Your task is to repeat exactly the lines below between the line holding "middle dip: (457, 832)" and the line holding "index dip: (837, 823)", inclusive, and only those.

Data records
>>

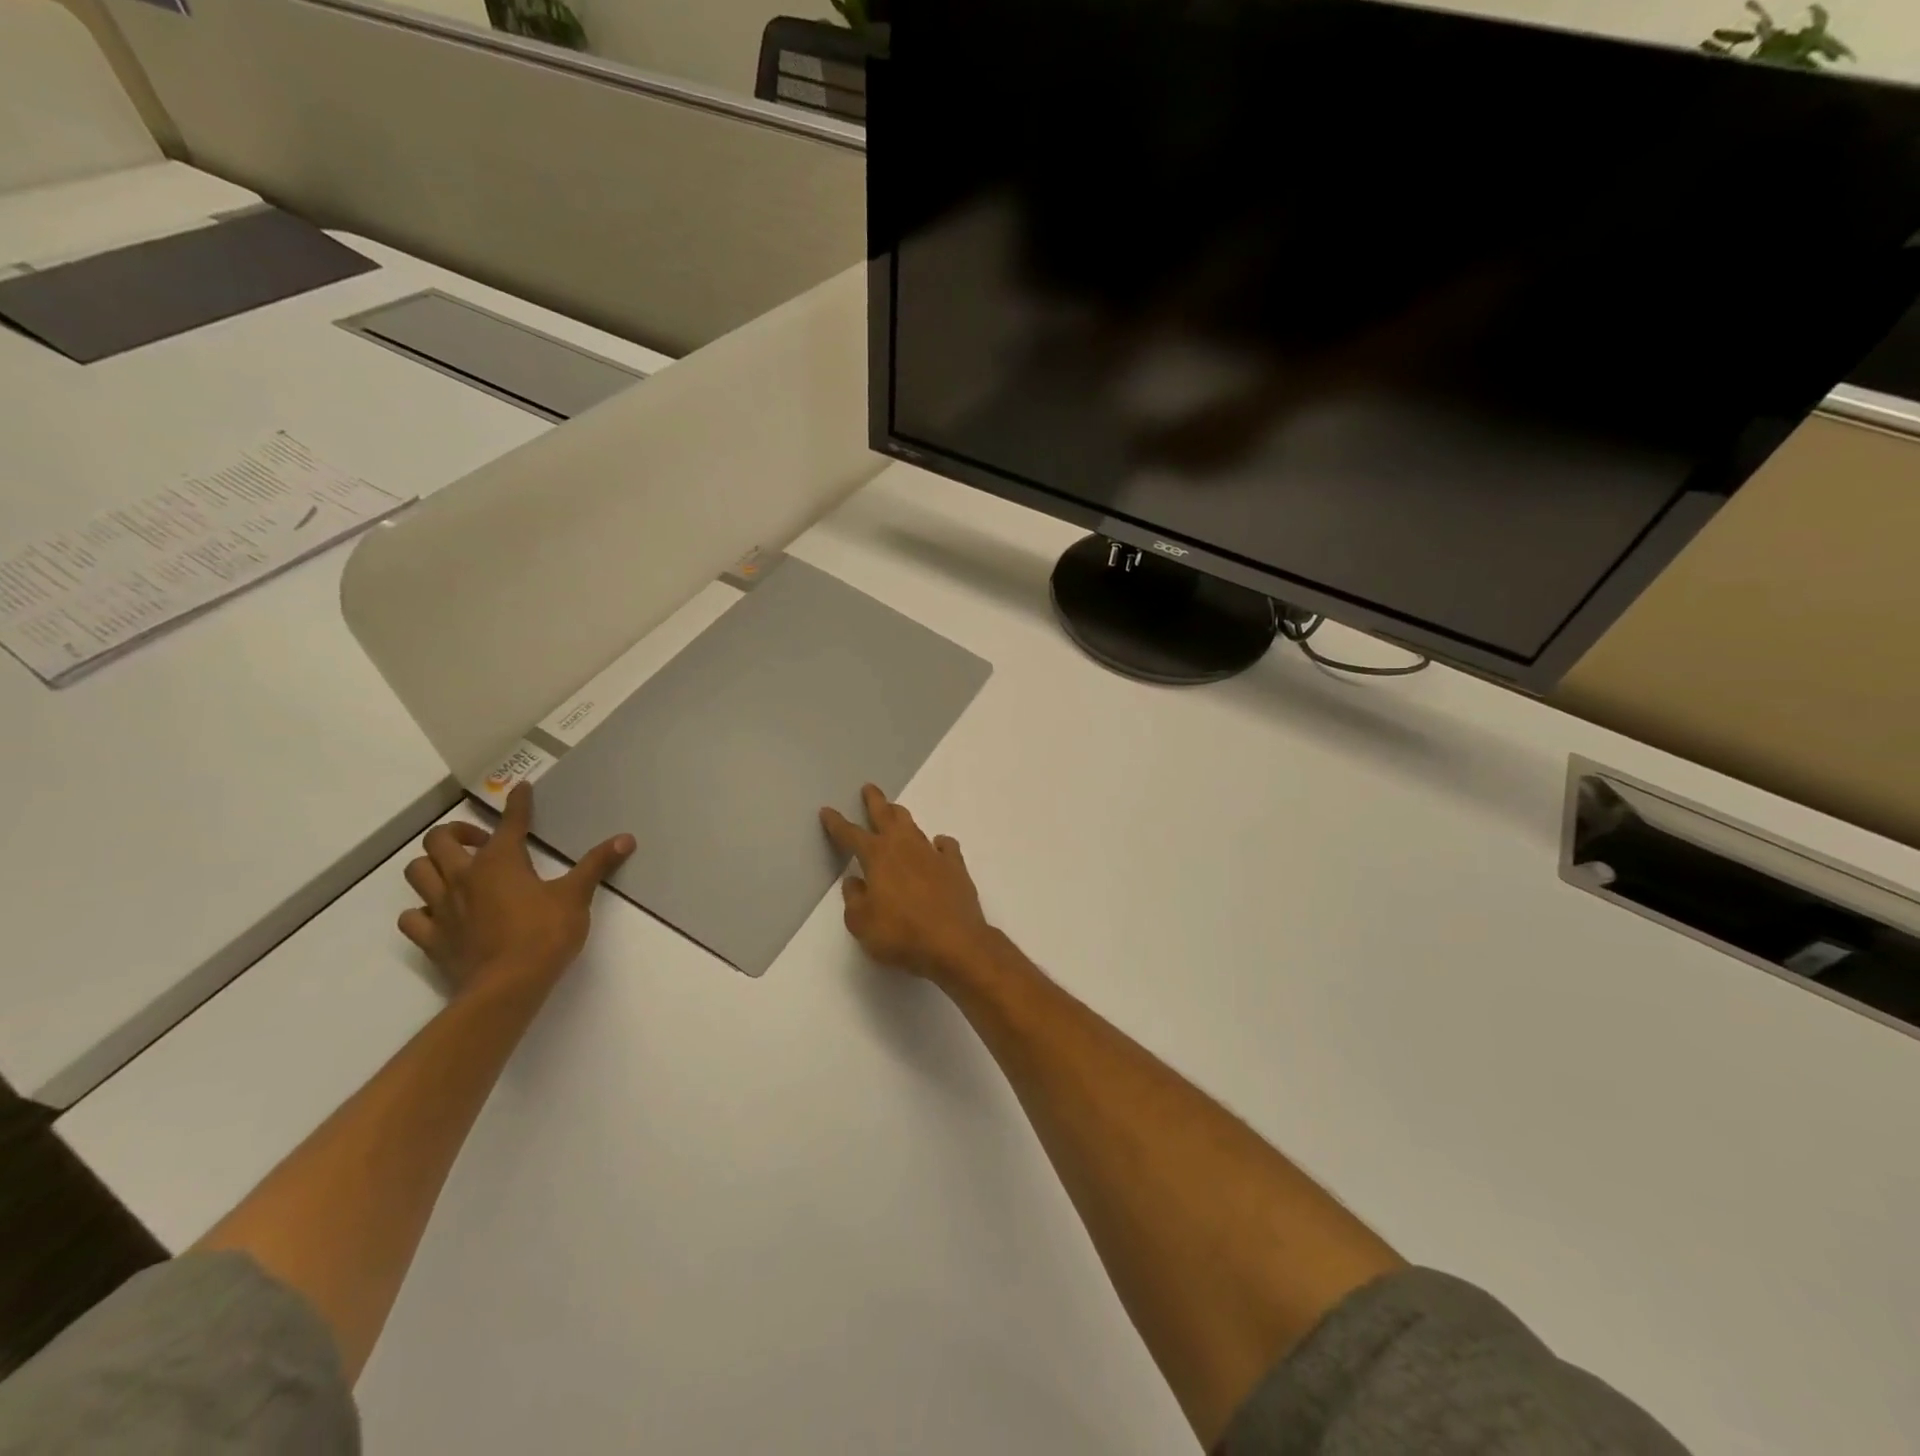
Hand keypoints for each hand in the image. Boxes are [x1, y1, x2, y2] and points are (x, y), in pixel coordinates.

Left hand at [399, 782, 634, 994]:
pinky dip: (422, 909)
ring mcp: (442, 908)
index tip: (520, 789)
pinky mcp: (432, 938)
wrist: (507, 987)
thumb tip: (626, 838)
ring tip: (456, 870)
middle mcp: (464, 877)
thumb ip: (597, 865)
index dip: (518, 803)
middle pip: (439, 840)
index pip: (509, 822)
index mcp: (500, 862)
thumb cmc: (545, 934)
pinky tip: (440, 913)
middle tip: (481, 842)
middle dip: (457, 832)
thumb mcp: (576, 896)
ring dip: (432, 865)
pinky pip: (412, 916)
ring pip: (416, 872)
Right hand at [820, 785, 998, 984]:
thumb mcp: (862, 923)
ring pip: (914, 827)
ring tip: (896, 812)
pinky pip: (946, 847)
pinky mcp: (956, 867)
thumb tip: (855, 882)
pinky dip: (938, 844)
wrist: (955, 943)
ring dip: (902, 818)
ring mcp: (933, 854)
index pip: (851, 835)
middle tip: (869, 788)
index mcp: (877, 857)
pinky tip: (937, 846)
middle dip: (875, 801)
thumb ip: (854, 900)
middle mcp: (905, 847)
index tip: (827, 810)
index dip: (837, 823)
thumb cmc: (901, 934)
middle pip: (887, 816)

<<
>>

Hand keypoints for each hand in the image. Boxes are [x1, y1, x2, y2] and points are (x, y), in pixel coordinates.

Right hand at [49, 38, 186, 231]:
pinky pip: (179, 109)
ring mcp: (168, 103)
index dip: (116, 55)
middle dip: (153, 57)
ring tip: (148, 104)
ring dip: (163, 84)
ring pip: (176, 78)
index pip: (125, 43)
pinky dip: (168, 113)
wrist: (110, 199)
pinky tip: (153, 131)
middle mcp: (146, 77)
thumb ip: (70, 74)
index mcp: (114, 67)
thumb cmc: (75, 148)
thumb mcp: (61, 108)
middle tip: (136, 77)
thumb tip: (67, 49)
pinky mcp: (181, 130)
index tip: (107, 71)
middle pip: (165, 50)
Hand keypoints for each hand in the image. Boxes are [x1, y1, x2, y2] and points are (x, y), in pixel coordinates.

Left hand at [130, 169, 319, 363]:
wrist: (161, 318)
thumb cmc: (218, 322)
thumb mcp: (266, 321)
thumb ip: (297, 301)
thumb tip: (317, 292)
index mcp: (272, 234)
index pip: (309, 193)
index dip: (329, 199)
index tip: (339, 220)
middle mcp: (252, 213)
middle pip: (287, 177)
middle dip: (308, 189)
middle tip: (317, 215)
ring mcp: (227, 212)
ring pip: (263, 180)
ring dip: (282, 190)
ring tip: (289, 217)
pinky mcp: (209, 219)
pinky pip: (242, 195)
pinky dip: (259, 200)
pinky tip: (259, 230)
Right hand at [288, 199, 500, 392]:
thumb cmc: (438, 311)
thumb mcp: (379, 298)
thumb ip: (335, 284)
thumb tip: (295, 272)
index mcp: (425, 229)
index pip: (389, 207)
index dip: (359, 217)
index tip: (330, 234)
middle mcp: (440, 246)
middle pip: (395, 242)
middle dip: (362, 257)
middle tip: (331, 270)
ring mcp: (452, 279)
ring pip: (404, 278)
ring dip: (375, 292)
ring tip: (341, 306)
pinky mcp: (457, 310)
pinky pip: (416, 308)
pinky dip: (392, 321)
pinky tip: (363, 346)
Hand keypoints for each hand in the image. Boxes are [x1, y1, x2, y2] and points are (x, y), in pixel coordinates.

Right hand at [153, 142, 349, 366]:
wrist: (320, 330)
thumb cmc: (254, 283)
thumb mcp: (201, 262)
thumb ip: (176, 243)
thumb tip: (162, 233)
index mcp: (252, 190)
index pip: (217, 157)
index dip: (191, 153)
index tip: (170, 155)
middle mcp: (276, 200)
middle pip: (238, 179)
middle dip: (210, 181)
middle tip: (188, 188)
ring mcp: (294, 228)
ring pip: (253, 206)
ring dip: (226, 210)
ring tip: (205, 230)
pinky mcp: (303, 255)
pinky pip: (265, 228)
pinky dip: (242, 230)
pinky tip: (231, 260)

<<

▸ **ANSWER SECTION**
middle dip: (457, 832)
thumb mcp: (576, 896)
ring dip: (432, 865)
pinky pip: (412, 916)
ring pip: (416, 872)
Right hand at [820, 785, 998, 984]:
thumb mcp: (862, 923)
ring pip: (914, 827)
ring tip: (896, 812)
pinky pip: (946, 847)
pinky mcp: (956, 867)
thumb tip: (855, 882)
pinky dip: (938, 844)
wrist: (955, 943)
ring dip: (902, 818)
ring mcp: (933, 854)
index pip: (851, 835)
middle tip: (869, 788)
index mcp: (877, 857)
pinky tip: (937, 846)
middle dip: (875, 801)
thumb ip: (854, 900)
middle mcp: (905, 847)
index tip: (827, 810)
index dip: (837, 823)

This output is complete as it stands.